With many gay men, this ideal physique is even more prevalent than it is for straight men.  A lot of gay men don’t have the luxury of learning about gay sex in school.  Sex ed is still a largely heterosexual affair.  So the first real taste of gay sex comes from watching gay porn.  Clearly, in the gay porn fantasy world, there’s a desired physical image.  When your first sexual experiences are tied to a form of media that perpetuates one body type, you start to expect that this is a reality.  This has led many gay men to not only pursue this physique for themselves but also expect this physique from their partners.  The body shaming reaches an unprecedented level of mean in these instances.

The change in dating and communication culture hasn’t helped either.  A large part of our daily interactions with other people happen digitally.  It’s much easier to launch an insult or cozy up with ignorance from behind the guise of a computer screen.  Many people feel 100% comfortable insulting others’ bodies when there’s no real perceived consequence.  The inability to see the other person’s reaction removes the guilt and responsibility.  They’re not rejecting or shaming a person.  They’re working their way through thumbnails.  Thumbnails don’t have emotions.  Thumbnails aren’t people.

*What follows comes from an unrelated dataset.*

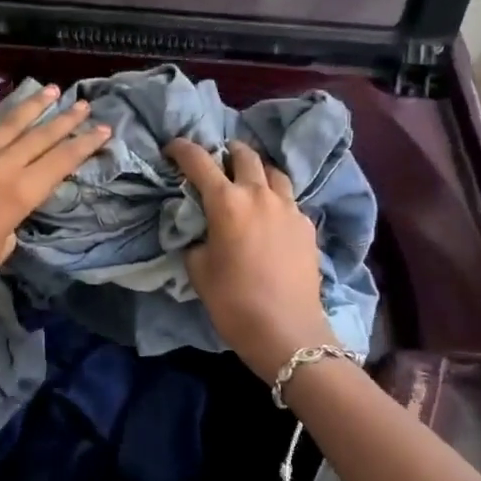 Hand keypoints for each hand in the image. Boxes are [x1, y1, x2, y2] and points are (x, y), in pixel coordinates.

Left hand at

But not everyone is in agreement that all body types should be accepted. Some have even argued that using terms like body diversity promotes a lack of health for men.  But body diversity isn’t a call for men to live their lives in unhealthy ways.  It’s a call for the media to embrace more than one body type.  Being healthy doesn’t mean being ripped.  Unfortunately, that’s message that’s communicated all too often these days.

"Poking fun at someone because of their body type is no different than making fun of someone because of their ethnicity or religion or a disability."  

Body shaming is just wrong.  Plain and simple.  Poking fun at someone because of their body type is no different than making fun of someone because of their ethnicity or religion or a disability.  To feel comfortable shaming someone that isn’t “perfect” in your eyes is to feel comfortable in your ignorance.  Sure, we’re guys, and we’re supposed to have tougher skin.  We’re supposed to let insults bounce off with no problem.  But the truth is, whether you’re a tough guy or a sensitive dude, your body is a highly personal matter.  And any time a person makes fun of your body or expects you to change it to be more attractive, it’s hurtful.

So let’s help shift the culture.  Accept that every guy will look different.  Accept that attractive has a multitude of definitions.  Let go of what Hollywood tells us is sexy and find your personal meaning of sexy.  Let’s put an end to body shaming because no one deserves it.